[What to do] Restate the listing exactly.
+++++
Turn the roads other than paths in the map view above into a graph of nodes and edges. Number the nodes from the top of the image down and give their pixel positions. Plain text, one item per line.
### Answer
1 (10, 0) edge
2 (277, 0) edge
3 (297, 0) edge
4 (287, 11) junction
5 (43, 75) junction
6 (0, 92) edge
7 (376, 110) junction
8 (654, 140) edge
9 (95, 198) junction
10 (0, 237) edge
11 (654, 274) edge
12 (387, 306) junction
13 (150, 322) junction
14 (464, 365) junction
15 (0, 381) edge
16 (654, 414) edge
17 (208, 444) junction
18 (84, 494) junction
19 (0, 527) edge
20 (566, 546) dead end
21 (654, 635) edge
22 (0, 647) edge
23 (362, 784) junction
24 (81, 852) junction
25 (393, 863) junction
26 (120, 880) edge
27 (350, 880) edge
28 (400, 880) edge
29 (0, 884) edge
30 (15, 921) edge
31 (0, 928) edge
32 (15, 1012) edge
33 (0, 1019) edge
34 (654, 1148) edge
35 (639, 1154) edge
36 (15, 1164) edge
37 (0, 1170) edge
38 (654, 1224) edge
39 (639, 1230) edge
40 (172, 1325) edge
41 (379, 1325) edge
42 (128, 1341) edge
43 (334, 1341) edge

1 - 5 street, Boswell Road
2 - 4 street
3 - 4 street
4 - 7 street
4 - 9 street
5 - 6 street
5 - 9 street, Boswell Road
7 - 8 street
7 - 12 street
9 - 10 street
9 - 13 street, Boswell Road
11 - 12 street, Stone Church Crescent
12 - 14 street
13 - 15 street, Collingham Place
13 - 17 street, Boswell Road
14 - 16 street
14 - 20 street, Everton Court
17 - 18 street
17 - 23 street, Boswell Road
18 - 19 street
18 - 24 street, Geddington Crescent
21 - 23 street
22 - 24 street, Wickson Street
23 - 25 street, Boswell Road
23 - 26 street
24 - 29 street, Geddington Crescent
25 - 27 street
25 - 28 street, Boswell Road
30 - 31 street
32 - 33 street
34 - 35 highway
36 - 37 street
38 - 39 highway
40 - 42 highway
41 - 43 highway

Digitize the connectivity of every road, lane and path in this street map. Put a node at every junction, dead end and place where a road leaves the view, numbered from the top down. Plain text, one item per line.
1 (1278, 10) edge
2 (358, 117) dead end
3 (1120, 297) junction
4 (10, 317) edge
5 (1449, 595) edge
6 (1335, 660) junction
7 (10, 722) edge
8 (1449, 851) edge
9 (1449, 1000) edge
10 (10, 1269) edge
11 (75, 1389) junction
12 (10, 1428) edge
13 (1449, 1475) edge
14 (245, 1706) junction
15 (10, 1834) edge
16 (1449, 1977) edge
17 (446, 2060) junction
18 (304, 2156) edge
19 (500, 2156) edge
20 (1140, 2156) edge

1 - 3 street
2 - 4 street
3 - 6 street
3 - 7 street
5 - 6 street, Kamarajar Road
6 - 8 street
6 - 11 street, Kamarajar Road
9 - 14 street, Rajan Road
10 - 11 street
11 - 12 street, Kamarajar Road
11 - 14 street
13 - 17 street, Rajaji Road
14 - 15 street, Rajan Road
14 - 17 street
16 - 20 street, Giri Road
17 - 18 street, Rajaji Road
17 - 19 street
+++++
[Response box]
Turn the roads other than paths in the map view above into a graph of nodes and edges. Number the nodes from the top of the image down and give their pixel positions. Plain text, one item per line.
### Answer
1 (10, 0) edge
2 (277, 0) edge
3 (297, 0) edge
4 (287, 11) junction
5 (43, 75) junction
6 (0, 92) edge
7 (376, 110) junction
8 (654, 140) edge
9 (95, 198) junction
10 (0, 237) edge
11 (654, 274) edge
12 (387, 306) junction
13 (150, 322) junction
14 (464, 365) junction
15 (0, 381) edge
16 (654, 414) edge
17 (208, 444) junction
18 (84, 494) junction
19 (0, 527) edge
20 (566, 546) dead end
21 (654, 635) edge
22 (0, 647) edge
23 (362, 784) junction
24 (81, 852) junction
25 (393, 863) junction
26 (120, 880) edge
27 (350, 880) edge
28 (400, 880) edge
29 (0, 884) edge
30 (15, 921) edge
31 (0, 928) edge
32 (15, 1012) edge
33 (0, 1019) edge
34 (654, 1148) edge
35 (639, 1154) edge
36 (15, 1164) edge
37 (0, 1170) edge
38 (654, 1224) edge
39 (639, 1230) edge
40 (172, 1325) edge
41 (379, 1325) edge
42 (128, 1341) edge
43 (334, 1341) edge

1 - 5 street, Boswell Road
2 - 4 street
3 - 4 street
4 - 7 street
4 - 9 street
5 - 6 street
5 - 9 street, Boswell Road
7 - 8 street
7 - 12 street
9 - 10 street
9 - 13 street, Boswell Road
11 - 12 street, Stone Church Crescent
12 - 14 street
13 - 15 street, Collingham Place
13 - 17 street, Boswell Road
14 - 16 street
14 - 20 street, Everton Court
17 - 18 street
17 - 23 street, Boswell Road
18 - 19 street
18 - 24 street, Geddington Crescent
21 - 23 street
22 - 24 street, Wickson Street
23 - 25 street, Boswell Road
23 - 26 street
24 - 29 street, Geddington Crescent
25 - 27 street
25 - 28 street, Boswell Road
30 - 31 street
32 - 33 street
34 - 35 highway
36 - 37 street
38 - 39 highway
40 - 42 highway
41 - 43 highway

Digitize the connectivity of every road, lane and path in this street map. Put a node at every junction, dead end and place where a road leaves the view, numbered from the top down. Plain text, one item per line.
1 (1278, 10) edge
2 (358, 117) dead end
3 (1120, 297) junction
4 (10, 317) edge
5 (1449, 595) edge
6 (1335, 660) junction
7 (10, 722) edge
8 (1449, 851) edge
9 (1449, 1000) edge
10 (10, 1269) edge
11 (75, 1389) junction
12 (10, 1428) edge
13 (1449, 1475) edge
14 (245, 1706) junction
15 (10, 1834) edge
16 (1449, 1977) edge
17 (446, 2060) junction
18 (304, 2156) edge
19 (500, 2156) edge
20 (1140, 2156) edge

1 - 3 street
2 - 4 street
3 - 6 street
3 - 7 street
5 - 6 street, Kamarajar Road
6 - 8 street
6 - 11 street, Kamarajar Road
9 - 14 street, Rajan Road
10 - 11 street
11 - 12 street, Kamarajar Road
11 - 14 street
13 - 17 street, Rajaji Road
14 - 15 street, Rajan Road
14 - 17 street
16 - 20 street, Giri Road
17 - 18 street, Rajaji Road
17 - 19 street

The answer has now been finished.